Expresso - 9 de Dezembro

Estudantes portugueses reprovados 

APENAS 4% dos alunos portugueses de 15 anos de idade tiveram a pontuação mais alta na avaliação da literacia de leitura. Ou seja, numa escala de menos de 1 a 5 (seis níveis) estabelecida num estudo que avaliou os conhecimentos e competências dos estudantes de 15 anos nos países mais industrializados (OCDE) no ano de 2000, Portugal surge nos últimos lugares, tanto a nível da leitura, como da matemática e das ciências.

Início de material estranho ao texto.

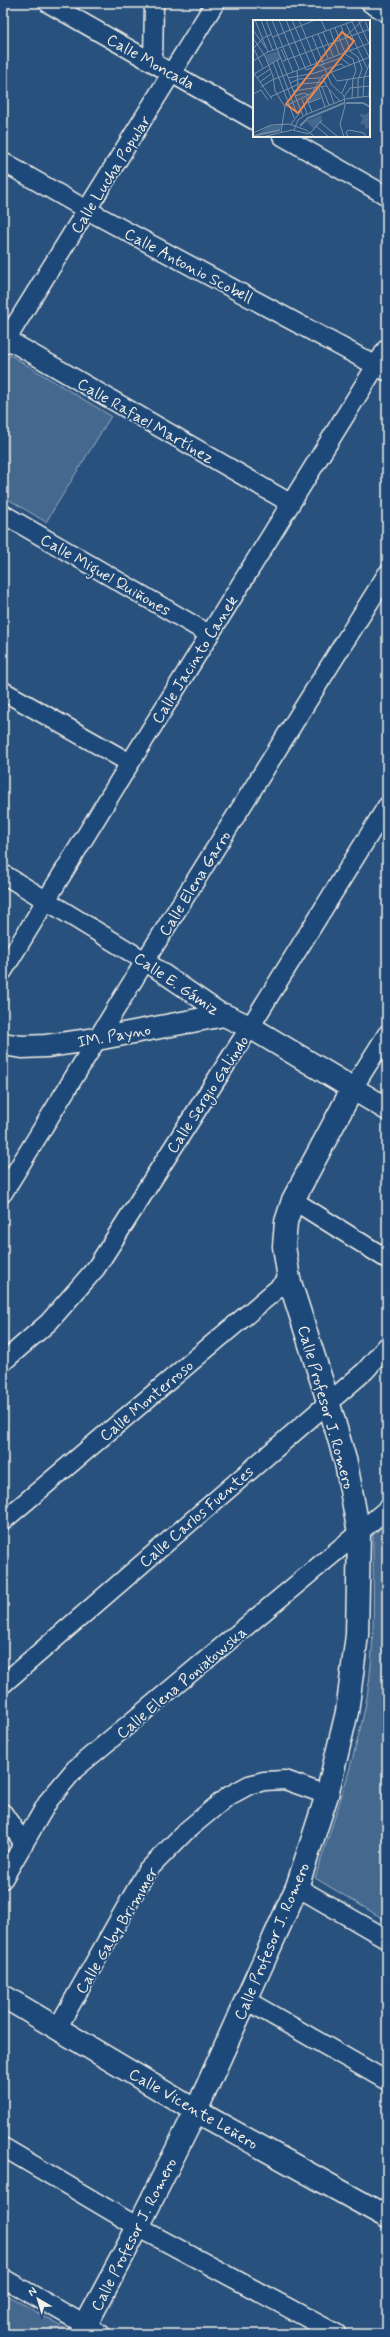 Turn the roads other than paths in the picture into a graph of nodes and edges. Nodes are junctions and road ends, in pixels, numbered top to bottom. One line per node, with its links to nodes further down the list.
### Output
1 (48, 3): 6 (street, Calle Moncada)
2 (154, 3): 6 (street)
3 (215, 3): 7 (street, Calle Lucha Popular)
4 (370, 3): 5 (street)
5 (387, 13)
6 (153, 62): 7 (street, Calle Moncada)
7 (173, 74): 8 (street, Calle Moncada); 12 (street, Calle Lucha Popular)
8 (253, 119)
9 (284, 137): 11 (street)
10 (3, 162): 12 (street, Calle Antonio Scobell)
11 (387, 196)
12 (87, 210): 13 (street, Calle Lucha Popular); 15 (street, Calle Antonio Scobell)
13 (4, 341): 16 (street, Calle Rafael Martínez)
14 (387, 348): 15 (street, Calle Jacinto Canek)
15 (382, 369): 16 (street, Calle Jacinto Canek)
16 (290, 503): 19 (street, Calle Jacinto Canek)
17 (3, 514): 19 (street, Calle Miguel Quiñones)
18 (387, 574): 25 (street, Calle Elena Garro)
19 (209, 634): 21 (street, Calle Jacinto Canek)
20 (3, 691): 21 (street)
21 (130, 762): 24 (street, Calle Jacinto Canek)
22 (387, 806): 28 (street, Calle Sergio Galindo)
23 (3, 874): 24 (street, Calle E. Gámiz)
24 (47, 900): 25 (street, Calle E. Gámiz); 26 (street, Calle Jacinto Canek)
25 (145, 961): 27 (street, Calle E. Gámiz); 30 (street, Calle Elena Garro)
26 (3, 971)
27 (224, 1015): 28 (street, Calle E. Gámiz); 30 (street, IM. Payno)
28 (250, 1027): 32 (street, Calle E. Gámiz); 39 (street, Calle Sergio Galindo)
29 (387, 1034): 32 (street)
30 (97, 1039): 31 (street, IM. Payno); 34 (street, Calle Elena Garro)
31 (3, 1044)
32 (353, 1088): 33 (street, Calle E. Gámiz); 35 (street, Calle Profesor J. Romero)
33 (387, 1109)
34 (3, 1193)
35 (293, 1200): 36 (street); 37 (street, Calle Profesor J. Romero)
36 (387, 1259)
37 (289, 1279): 40 (street, Calle Profesor J. Romero); 42 (street, Calle Monterroso)
38 (387, 1346): 40 (street, Calle Carlos Fuentes)
39 (3, 1362)
40 (328, 1401): 43 (street, Calle Profesor J. Romero); 44 (street, Calle Carlos Fuentes)
41 (387, 1509): 43 (street, Calle Elena Poniatowska)
42 (3, 1521)
43 (359, 1533): 45 (street, Calle Profesor J. Romero); 47 (street, Calle Elena Poniatowska)
44 (3, 1684)
45 (327, 1795): 49 (street, Calle Profesor J. Romero); 53 (street, Calle Gaby Brimmer)
46 (3, 1813): 47 (street)
47 (24, 1844): 48 (street, Calle Elena Poniatowska)
48 (3, 1879)
49 (297, 1887): 50 (street); 52 (street, Calle Profesor J. Romero)
50 (387, 1939)
51 (3, 1996): 53 (street, Calle Vicente Leñero)
52 (246, 2000): 54 (street); 55 (street, Calle Profesor J. Romero)
53 (58, 2027): 55 (street, Calle Vicente Leñero)
54 (387, 2081)
55 (196, 2111): 57 (street, Calle Vicente Leñero); 58 (street, Calle Profesor J. Romero)
56 (3, 2147): 58 (street)
57 (387, 2217)
58 (138, 2227): 60 (street, Calle Profesor J. Romero); 61 (street)
59 (3, 2278): 60 (street)
60 (89, 2331)
61 (336, 2334) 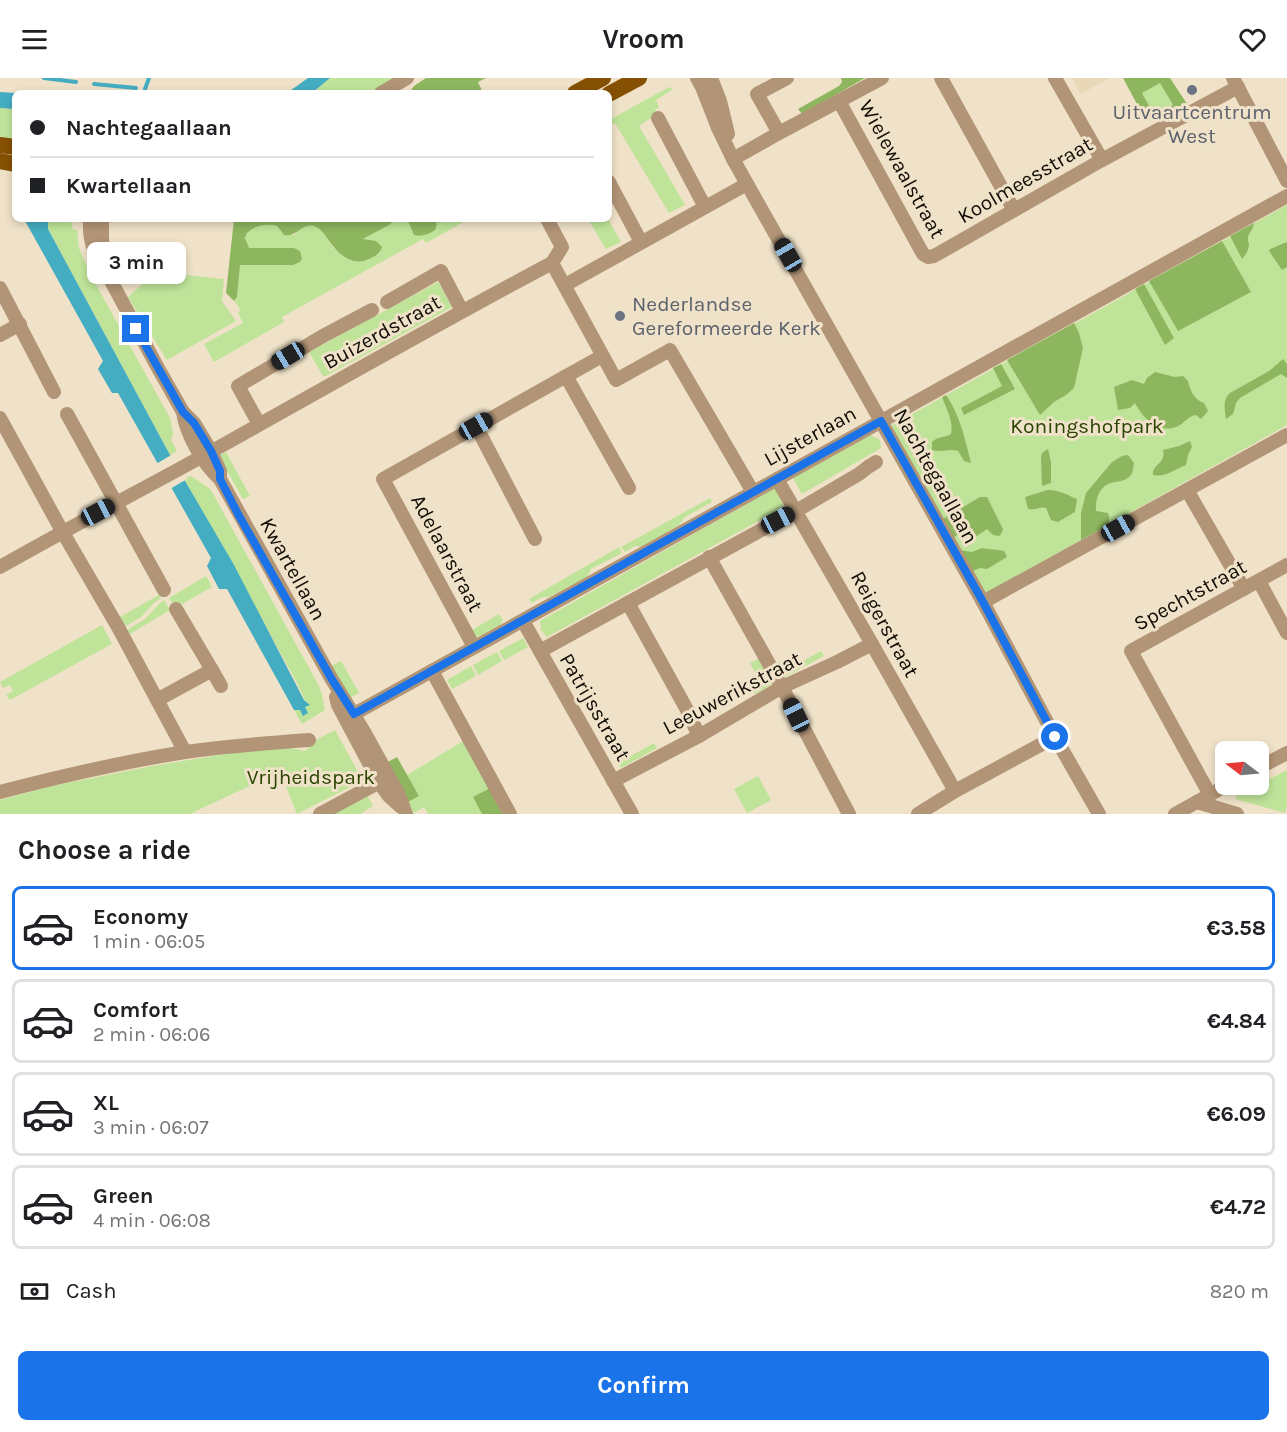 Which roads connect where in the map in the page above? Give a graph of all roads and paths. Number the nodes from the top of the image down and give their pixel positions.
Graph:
1 (407, 78) edge
2 (603, 78) edge
3 (639, 78) edge
4 (697, 78) edge
5 (711, 78) edge
6 (787, 78) edge
7 (882, 78) edge
8 (941, 78) edge
9 (1055, 78) edge
10 (1235, 83) edge
11 (389, 90) edge
12 (581, 90) edge
13 (612, 92) edge
14 (839, 101) junction
15 (658, 118) dead end
16 (779, 133) junction
17 (733, 159) junction
18 (1102, 160) junction
19 (1287, 181) edge
20 (747, 184) junction
21 (612, 188) edge
22 (1287, 196) edge
23 (705, 207) junction
24 (1014, 210) junction
25 (90, 222) edge
26 (102, 222) edge
27 (549, 222) edge
28 (641, 242) junction
29 (928, 257) joint
30 (552, 263) junction
31 (104, 268) junction
32 (565, 285) junction
33 (0, 288) edge
34 (387, 302) dead end
35 (372, 310) dead end
36 (462, 311) junction
37 (20, 324) junction
38 (0, 335) edge
39 (602, 356) junction
40 (566, 376) junction
41 (54, 392) dead end
42 (67, 414) dead end
43 (0, 418) edge
44 (881, 421) junction
45 (259, 424) junction
46 (476, 426) junction
47 (1287, 435) edge
48 (206, 453) junction
49 (876, 462) dead end
50 (777, 479) junction
51 (629, 488) dead end
52 (1187, 490) junction
53 (753, 492) junction
54 (116, 502) junction
55 (796, 511) junction
56 (62, 531) junction
57 (535, 539) dead end
58 (709, 557) junction
59 (1287, 565) edge
60 (0, 567) edge
61 (1258, 581) junction
62 (1244, 589) junction
63 (164, 590) dead end
64 (983, 602) junction
65 (628, 603) junction
66 (176, 609) dead end
67 (523, 621) junction
68 (1287, 633) edge
69 (872, 644) junction
70 (474, 647) junction
71 (540, 651) junction
72 (212, 670) junction
73 (432, 671) junction
74 (331, 678) junction
75 (220, 686) dead end
76 (782, 687) junction
77 (157, 700) junction
78 (354, 714) junction
79 (699, 736) junction
80 (1055, 737) junction
81 (309, 740) dead end
82 (185, 752) junction
83 (1287, 753) edge
84 (1269, 762) edge
85 (384, 779) junction
86 (613, 781) junction
87 (955, 791) junction
88 (0, 792) edge
89 (1215, 792) edge
90 (1210, 795) junction
91 (1197, 802) junction
92 (405, 811) edge
93 (320, 814) edge
94 (510, 814) edge
95 (632, 814) edge
96 (849, 814) edge
97 (918, 814) edge
98 (1099, 814) edge
99 (1176, 814) edge
100 (1237, 814) edge

1 - 11 street
2 - 12 main road
3 - 13 main road
4 - 17 street, Nachtegaallaan
5 - 17 street, Nachtegaallaan
6 - 16 street
7 - 14 street
8 - 24 street
9 - 18 street
10 - 18 street, Koolmeesstraat
10 - 19 street
14 - 16 street
14 - 29 street, Wielewaalstraat
15 - 23 street
16 - 17 street
17 - 20 street, Nachtegaallaan
18 - 24 street, Koolmeesstraat
20 - 23 street
20 - 44 street, Nachtegaallaan
21 - 28 street
22 - 44 street, Lijsterlaan
23 - 28 street
24 - 29 street, Koolmeesstraat
25 - 31 street, Kwartellaan
26 - 31 street, Kwartellaan
27 - 30 street
28 - 32 street
30 - 32 street
30 - 36 street, Buizerdstraat
31 - 48 street, Kwartellaan
32 - 39 street
33 - 37 street
34 - 36 street, Buizerdstraat
35 - 45 street, Buizerdstraat
36 - 45 street, Buizerdstraat
37 - 38 street
37 - 41 street
39 - 40 street
39 - 53 street
40 - 46 street
40 - 51 street
42 - 54 street
43 - 56 street
44 - 50 street, Lijsterlaan
44 - 64 street, Nachtegaallaan
45 - 48 street, Buizerdstraat
46 - 57 street
46 - 70 street, Adelaarstraat
47 - 52 street
48 - 54 street, Buizerdstraat
48 - 74 street, Kwartellaan
49 - 55 street
50 - 53 street, Lijsterlaan
50 - 55 street, Reigerstraat
52 - 62 street
52 - 64 street
53 - 67 street, Lijsterlaan
54 - 56 street, Buizerdstraat
54 - 63 street
55 - 58 street
55 - 69 street, Reigerstraat
56 - 60 street, Buizerdstraat
56 - 77 street
58 - 65 street
58 - 76 street
59 - 61 street, Spechtstraat
61 - 62 street, Spechtstraat
61 - 68 street
62 - 90 street, Spechtstraat
64 - 80 street, Nachtegaallaan
65 - 71 street
65 - 79 street
66 - 72 street
67 - 70 street, Lijsterlaan
67 - 71 street, Patrijsstraat
69 - 76 street, Leeuwerikstraat
69 - 87 street, Reigerstraat
70 - 73 street, Lijsterlaan
71 - 86 street, Patrijsstraat
72 - 75 street
72 - 77 street
73 - 78 street, Lijsterlaan
73 - 94 street
74 - 78 street, Kwartellaan
74 - 85 street, Kwartellaan
76 - 79 street, Leeuwerikstraat
76 - 96 street
77 - 82 street
78 - 85 street, Kwartellaan
79 - 86 street, Leeuwerikstraat
80 - 87 street
80 - 98 street, Nachtegaallaan
81 - 82 street
82 - 88 street
83 - 84 street
85 - 92 street, Kwartellaan
85 - 93 street
86 - 95 street, Patrijsstraat
87 - 97 street
89 - 90 street
90 - 91 street
91 - 99 street
91 - 100 street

O trabalho, que envolveu 265 mil jovens de 32 países, indica que 10% dos jovens portugueses de 15 anos não conseguiram sequer alcançar o nível 1, tendo sido incapazes de resolver as tarefas mais básicas de leitura propostas pelo estudo, elaborado pelo designado grupo PISA. No nível 1 ficaram 17% dos alunos portugueses, enquanto no nível 2 se situaram 25%. 

Os que estão no último lugar da escala só realizam as tarefas de leitura menos complexas; os do patamar 2 vão um pouco mais longe, conseguindo a localização simples de informação e fazer inferências, mas de nível baixo. Nos níveis 3, 4 e 5 ficaram, respectivamente, 28%, 17% e 4% dos alunos portugueses. Atrás de Portugal situaram-se a Rússia, Letónia, Luxemburgo, México e Brasil.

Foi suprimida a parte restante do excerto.